But then every element does have a square root.

Choose two linear independent vectors. If one of them is killed by your bilinear form, then you're done.

how do we know this

That's part of what "algebraically closed" means.

All polynomials with coefficients in k have roots in k. In particular, x²-a does for every a in k.

that’s the field though, right

Yes.

oh I thought you meant elements in the vector space had square roots

like for every v there exists w such that <v, w> = 1

how do square roots in the underlying field help us

Whenever we have a vector v with <v,v> != 0, we can choose c to be a square root of 1/<v,v>, and then <cv, cv>=1.

oh I see

here what do you mean by “one of them is killed”
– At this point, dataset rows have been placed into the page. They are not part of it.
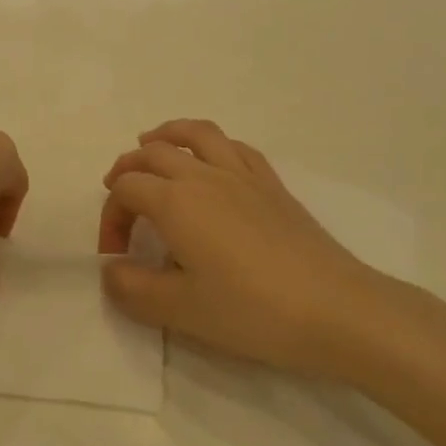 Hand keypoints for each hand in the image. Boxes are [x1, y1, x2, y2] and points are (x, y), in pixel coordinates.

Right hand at [97, 120, 407, 380]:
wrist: (335, 310)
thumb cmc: (250, 310)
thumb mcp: (178, 309)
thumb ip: (131, 288)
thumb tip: (111, 269)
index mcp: (176, 201)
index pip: (126, 189)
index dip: (110, 217)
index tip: (115, 255)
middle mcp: (204, 176)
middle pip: (153, 154)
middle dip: (128, 170)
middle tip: (118, 194)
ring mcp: (243, 176)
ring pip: (196, 135)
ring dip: (167, 135)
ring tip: (152, 144)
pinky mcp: (273, 186)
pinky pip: (235, 147)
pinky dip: (211, 145)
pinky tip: (211, 162) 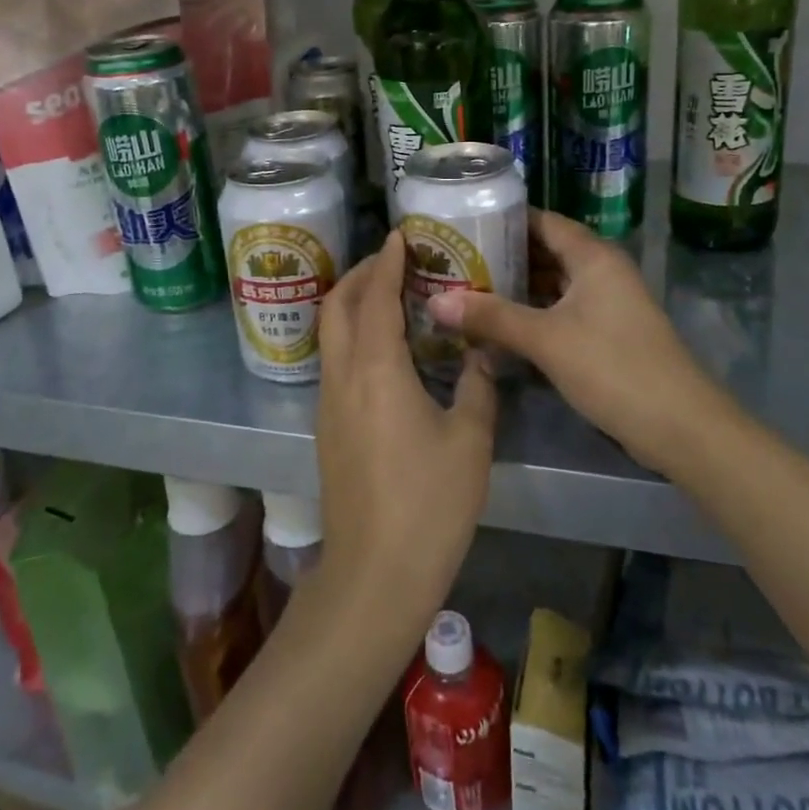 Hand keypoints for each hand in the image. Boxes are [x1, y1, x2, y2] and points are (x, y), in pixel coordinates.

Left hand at [314, 232, 498, 634]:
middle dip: (361, 274)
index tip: (400, 236)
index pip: (376, 297)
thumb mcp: (470, 442)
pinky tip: (383, 349)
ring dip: (353, 303)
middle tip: (393, 260)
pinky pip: (334, 360)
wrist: (375, 573)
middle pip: (337, 306)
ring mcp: (328, 403)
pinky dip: (351, 335)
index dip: (387, 262)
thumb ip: (478, 388)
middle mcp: (343, 376)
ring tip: (389, 295)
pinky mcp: (327, 427)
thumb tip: (481, 355)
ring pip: (330, 333)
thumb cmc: (429, 504)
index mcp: (377, 370)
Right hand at [427, 210, 714, 466]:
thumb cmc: (613, 367)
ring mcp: (606, 303)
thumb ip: (490, 317)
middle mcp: (601, 271)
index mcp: (592, 256)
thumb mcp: (545, 339)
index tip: (461, 223)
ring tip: (466, 290)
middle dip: (502, 256)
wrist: (679, 426)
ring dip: (515, 288)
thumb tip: (434, 302)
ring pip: (552, 284)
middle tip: (453, 261)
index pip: (541, 221)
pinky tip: (498, 325)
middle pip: (545, 251)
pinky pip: (560, 310)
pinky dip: (532, 313)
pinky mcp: (606, 333)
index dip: (503, 220) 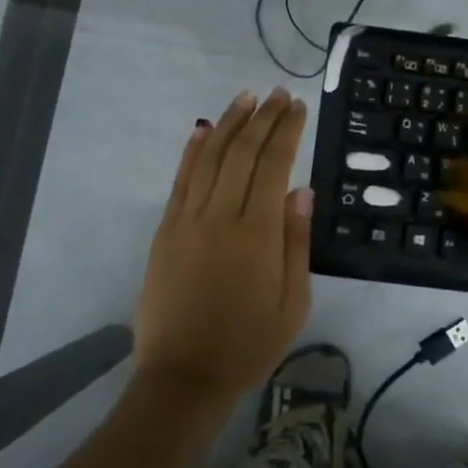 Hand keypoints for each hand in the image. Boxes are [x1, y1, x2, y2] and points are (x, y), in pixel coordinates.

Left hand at [132, 88, 313, 411]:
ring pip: (211, 158)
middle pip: (243, 152)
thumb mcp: (293, 302)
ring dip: (229, 123)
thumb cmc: (249, 343)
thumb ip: (296, 242)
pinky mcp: (166, 230)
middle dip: (262, 118)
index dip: (286, 131)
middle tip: (277, 93)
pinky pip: (181, 181)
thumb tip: (302, 191)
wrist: (184, 375)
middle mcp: (221, 215)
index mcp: (258, 233)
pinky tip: (203, 129)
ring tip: (246, 98)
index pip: (275, 165)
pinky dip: (193, 151)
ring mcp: (188, 220)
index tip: (297, 107)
certainly not <v, v> = 0 because we’re trying to find some v that satisfied it

oh do you mean b(v, -) is trivial

Yes, exactly <v,v>=0 -- I'm saying if we randomly found a solution, then we're already done, so the rest of the argument can get away with assuming we weren't that lucky.

In particular, if v and w are linearly independent and <v,v> and <w,w> are both nonzero, then we can do Gram-Schmidt on them and get v' and w' with
<v',v'>=1
<w',w'>=1
<v',w'>=0

(Or possibly we might end up with <w',w'>=0, in which case we can cash out our winnings early again).

gram-schmidt just says “give me some linearly independent vectors and i will give them back as an orthonormal set”

so if we give gram-schmidt v, w it will return v’, w’

I don’t see how you got to the last line, <v’, w’> = 0; nvm this is just a consequence of gram schmidt

Yes, but as usually presented, Gram-Schmidt assumes that we have an inner product instead of just a symmetric bilinear form. So we need to dissect its inner workings a bit to make sure that "every scalar has a square root" can make up for us not knowing it is positive definite.

I see

ah so basically

if we could use gram schmidt from the beginning we would be done

but we can’t since we are working with a symmetric bilinear form, so it may not be positive definite

but existence of square roots implies that it is positive definite?

No, not quite.

But we can still use the idea behind Gram-Schmidt to see that there must be some scalar a such that <v,w+av>=0.
Namely by bilinearity <v,w+av> = a<v,v>+<v,w>, so we can set a = -<v,w>/<v,v>.

Because v and w were linearly independent, v and w+av will also be linearly independent.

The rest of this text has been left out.